Pour les professionnels de l’agriculture, les montagnards ont développé des modes d’exploitation adaptés aux ressources naturelles et un système agro-pastoral spécifique dans lequel on peut assurer une grande variété paysagère. Le paysage alpin d’aujourd’hui est agencé selon plusieurs types d’organisation et de structuration de l’espace. On passe d’un étage habité, avec des villages et des prés, à la forêt, aux alpages puis aux espaces minéraux et glaciaires. Ces unités spatiales vernaculaires forment une sorte de grille de perception qui permet un quadrillage irrégulier de l’espace étagé des pentes par les alpagistes. Les hauts alpages sont divisés en plusieurs unités d’exploitation, selon le mode d’utilisation de l’herbe (fauche et/ou pâturage) et la date d’intervention (fauchaison et mise à l’herbe). À l’intérieur de chaque zone, les activités sont spécifiques et le rapport à l’herbe est différent. Il suffit de suivre les alpagistes au quotidien, tout au long de la période estivale, et de les interroger sur la façon dont ils structurent eux-mêmes leur territoire, pour se rendre compte que tout alpage comprend les unités suivantes : le chalet et sa cave, le « jardin d’altitude », les prés de fauche, (souvent des alpages privés), les pâtures (alpages privés et collectifs), les rochers et moraines et les glaciers. Sur cette mosaïque d’unités paysagères se superpose le réseau des pistes et sentiers. Les alpagistes s’attachent à tous les éléments vus ou perçus qui, dans un paysage, mettent en avant l’exploitation des prairies alpines, les chalets d’alpages et les équipements agricoles.
Cette organisation de l’alpage correspond à une classification des milieux selon leurs caractéristiques physiques et leurs potentialités (pente, exploitation possible, présence de rochers ou de moraines) et leur accessibilité (éloignement du chalet d’alpage, desserte ou non par des pistes ou sentiers). En un sens l’alpagiste appréhende d’abord la diversité au niveau de la mosaïque des milieux. Dans ce système d’exploitation, le savoir naturaliste des alpagistes relatif à l’herbe est médiatisé par le savoir sur l’animal, par les pratiques pastorales et par l’agencement de l’espace agricole. Les alpagistes connaissent l’herbe des prairies et des alpages ayant une valeur fourragère importante ou, à l’inverse, les plantes envahissantes à faible valeur fourragère comme le géranium et le rumex. Les pratiques pastorales et le savoir agronomique d’alpagistes envisagent la végétation et évaluent les prairies, landes et pelouses du point de vue de leurs animaux : ils les classent en fonction de la qualité des fourrages, de leur date de maturité. Ils tendent à associer la diversité de la flore à la qualité des fromages. Mais ce savoir a lui aussi été enrichi de connaissances agronomiques et vétérinaires. Comme le montre l’expérience de l’AOC Beaufort, un échange s’est opéré entre les savoirs empiriques des alpagistes et les savoirs d’action des techniciens de la chambre d’agriculture.

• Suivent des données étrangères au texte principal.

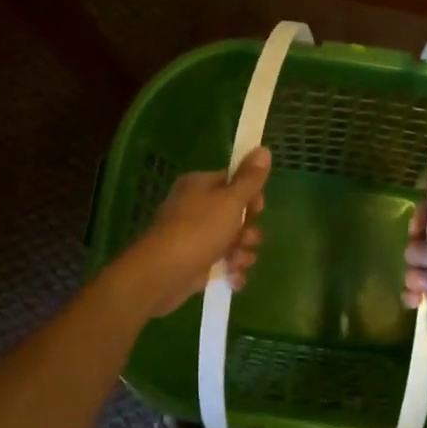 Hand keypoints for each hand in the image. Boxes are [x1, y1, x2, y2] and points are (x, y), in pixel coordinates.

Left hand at [120, 148, 269, 317]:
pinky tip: (233, 278)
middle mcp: (196, 207)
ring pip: (232, 241)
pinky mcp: (195, 262)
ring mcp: (195, 236)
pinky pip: (222, 262)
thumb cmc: (199, 230)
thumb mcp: (231, 201)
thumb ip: (250, 178)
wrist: (163, 273)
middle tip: (245, 239)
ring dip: (242, 253)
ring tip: (236, 262)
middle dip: (248, 231)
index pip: (234, 183)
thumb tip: (263, 149)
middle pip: (236, 215)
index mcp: (201, 186)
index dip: (251, 197)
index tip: (257, 209)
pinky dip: (230, 270)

C’est à l’intérieur de ce rapport à l’herbe et de cette structuration de l’espace montagnard par les activités pastorales que l’on peut situer les représentations de la dynamique de paysage. L’alpage est perçu comme un lieu des activités pastorales, un espace de travail et de sociabilité, de souvenirs, de vie. Les prairies travaillées sont considérées comme « propres », « belles », « bien entretenues », « bien ordonnées », etc. Elles sont des espaces de circulation et d’équilibre. Elles relient au passé, à la mémoire, aux souvenirs d’enfance. Elles rappellent les parents, les grands parents, les proches qui sont passés par l’exploitation.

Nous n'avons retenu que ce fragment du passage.